I thought about adding an extra flag but that would mean changing a lot of code. I just needed two checks for !DumpSharedSpaces so I decided to keep it simple.
>>> 3. klass.cpp remove_unshareable_info
>>> I'm still trying to figure out exactly how you determined the fields to be cleared.
>>> I get the set that matches restore_unshareable_info.
>>> If the other fields got filled in, then another thread got its hands on this instanceKlass, via
>>> a sibling or subklass - and you don't want to be cleaning this up at all, so I'm wondering
>>> if that would be an assertion instead?
>> If the class has been entered into the system dictionary (see my comments below) then Klass::remove_unshareable_info and Klass::restore_unshareable_info will never be called again for this class.
>>
>> If the class has not been entered into the system dictionary, then Klass::restore_unshareable_info is called only by a single thread at a time (due to the locking inside SystemDictionary::resolve_instance_class_or_null). I.e., a subclass or subinterface should never see a partially initialized shared class. Therefore, If loading has failed, it is thread-safe to call Klass::remove_unshareable_info.
>>
>> I will change the condition of when Klass::remove_unshareable_info is called. See below.'
> Thank you.
> So - where do the other fields get set that you are freeing? e.g. subklass, siblings, etc. - if the class did not
> get entered into the system dictionary?

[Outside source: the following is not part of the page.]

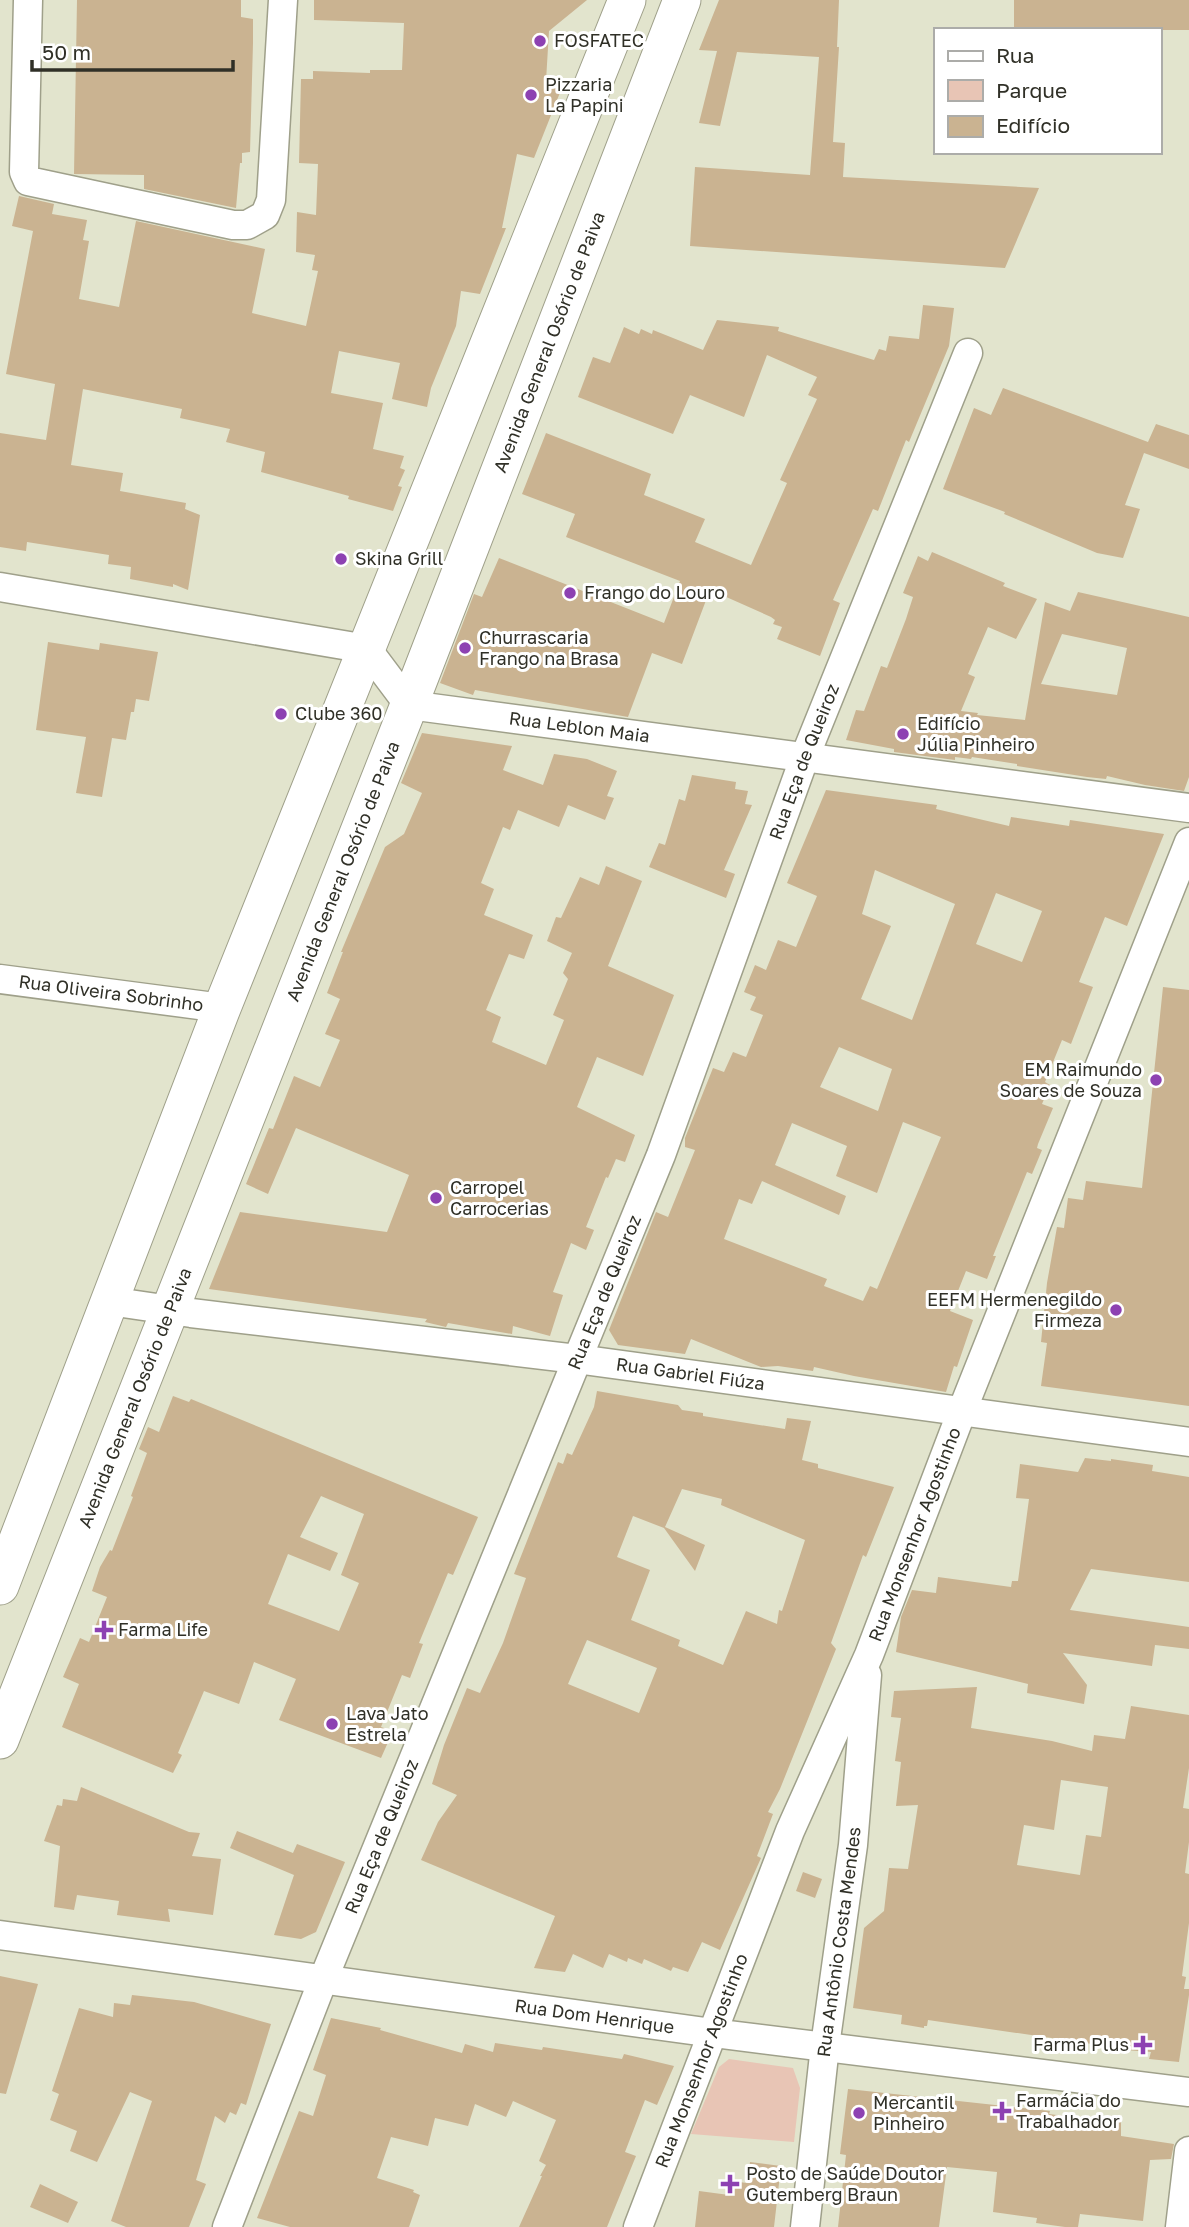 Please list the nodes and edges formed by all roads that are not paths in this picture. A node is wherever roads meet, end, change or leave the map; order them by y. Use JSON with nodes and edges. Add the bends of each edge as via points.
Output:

Klass::_subklass and Klass::_next_sibling probably won't be set, but
clearing them shouldn't hurt -- this way the code looks cleaner, as
remove_unsharable_info is also called during CDS dumping.
>
>>> 4. Could you possibly remove lines 1162-1166 - I don't think those are pertinent
>>> post-nopermgen.
>> You mean in systemDictionary.cpp? I will remove the comments.
>>
>>> 5. systemDictionary.cpp
>>>
>>> I'm wondering if you want to move the cleanup request to a different place.
>>>
>>> If the load was successful, but the check_constraints on the initiating loader fails - I think you want to
>>> leave the klass loaded by the defining loader (null) and leave the information intact.
>>> (We allow a defineclass to succeed and future lookups to find the class/defining loader even if
>>> the initiating loader fails due to loader constraints or later checkpackageaccess for instance)
>>>
>>> I don't quite understand where the exception is happening that you are cleaning up for.
>>> Where did you see an OOM? Where else could they happen here? What other
>>> exceptions could happen? I think this has to be handled at a tighter level of granularity so
>>> we know exactly when this clean up is needed.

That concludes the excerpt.